"Leave 'em in" meat thermometers


 

Charles Howse

TVWBB Wizard
Yo,
How can I tell if it's alright to leave a meat thermometer in the meat for the entire cook?

Stainless probe?
Something printed on the thermometer?
No one dies after eating the meat? ;-)
 
All meat thermometers are safe to leave in the entire cook. With digital thermometer probes, however, most are not rated for oven or cooker temperatures above 392°F.
 
And I woudn't recommend leaving in many instant-read digital thermometers (I'm speaking if the ones with the read-out and on-off switch on the probe, not the probes with leads like Polder, etc.). The cases and switch easily get damaged or gunked up. Forgot one once--I think it was a low-end Taylor--and it was shot after that.
 
Yeah, plastic inside the smoker WILL warp / melt / burn / or just gunk up.
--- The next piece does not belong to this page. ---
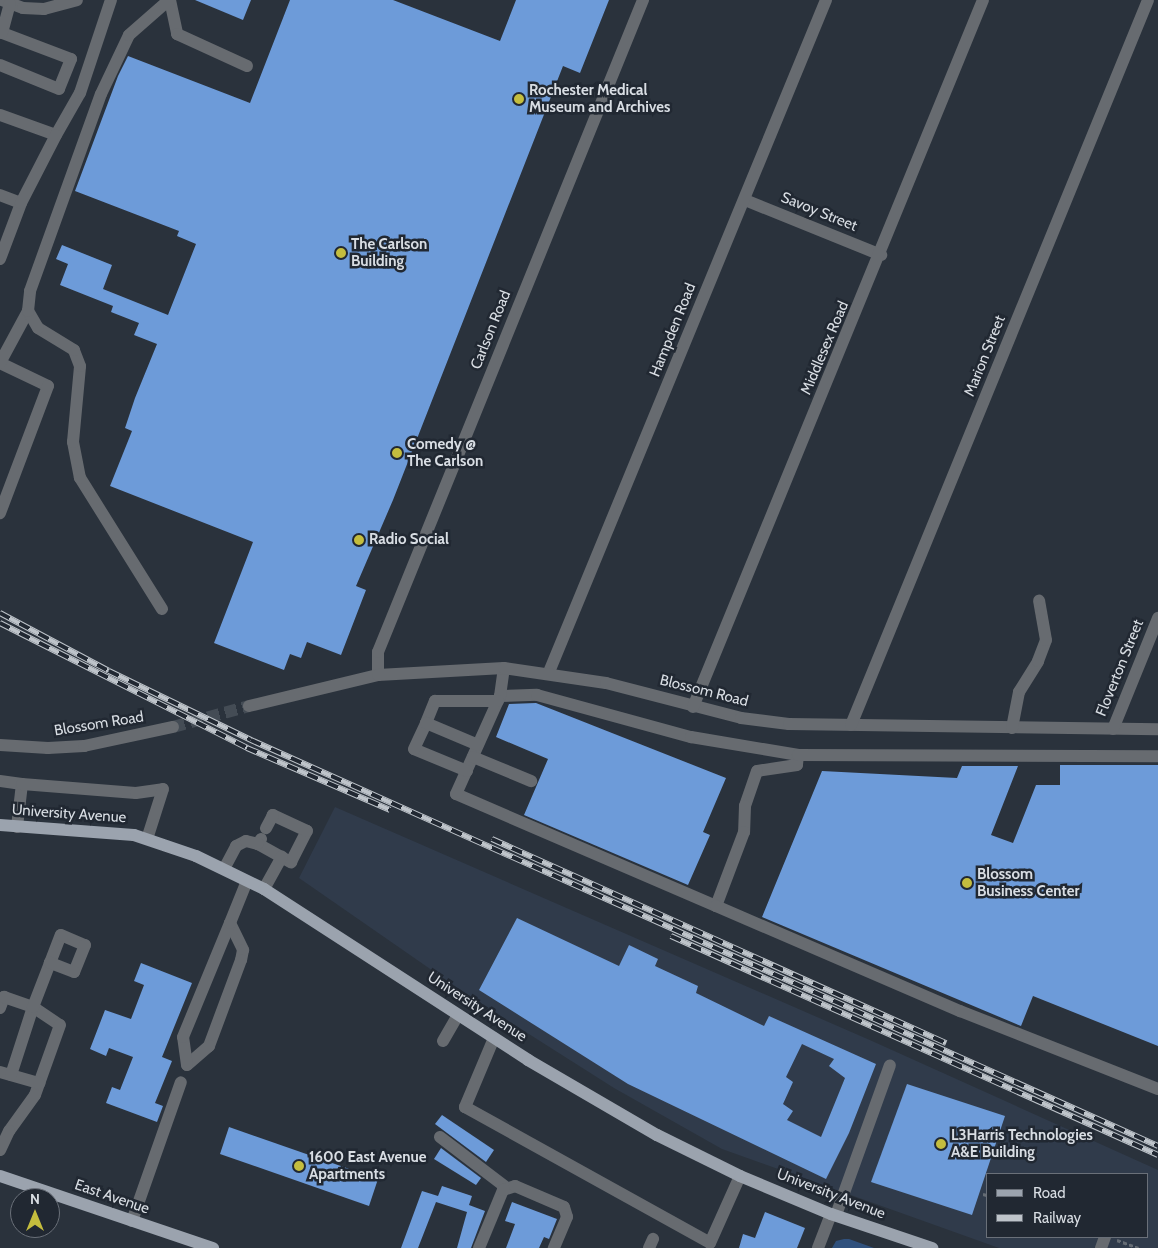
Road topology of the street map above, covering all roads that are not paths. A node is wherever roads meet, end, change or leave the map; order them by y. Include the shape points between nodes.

Some of the cheap dial thermometers have a plastic face that will suffer the same effect.
 
Even if the thermometer is made to be left in the meat, cooking in a smoker (as opposed to an oven) may result in a smoked-up dial that you can't read. And, since reading the thermometer means opening the lid (and losing heat), I'd recommend a Polder-type probe thermometer. I've seen them for as little as $5 at Big Lots (a closeout store, for those who aren't familiar with them).
 
Larrys right. You don't want to open the lid to check your meat temps. Look into a probe type of thermometer. There are plenty mentioned in threads on this site.
 
Charles, the quick read electronic thermos like the Taylor are good-I enjoy mine. I have not tried the Thermopen-Instant read-($70)but folks who have em seem to rave about them. Both these types are to be removed...
The ET-73 has been very consistent and reliable. It of course is a leave in place with remote monitoring!
Not bad for $30.
 
I thought it was standard to put one probe thru a block of wood properly drilled to accept the probe and place that probe on the top grill, then placing the other probe into the meat itself.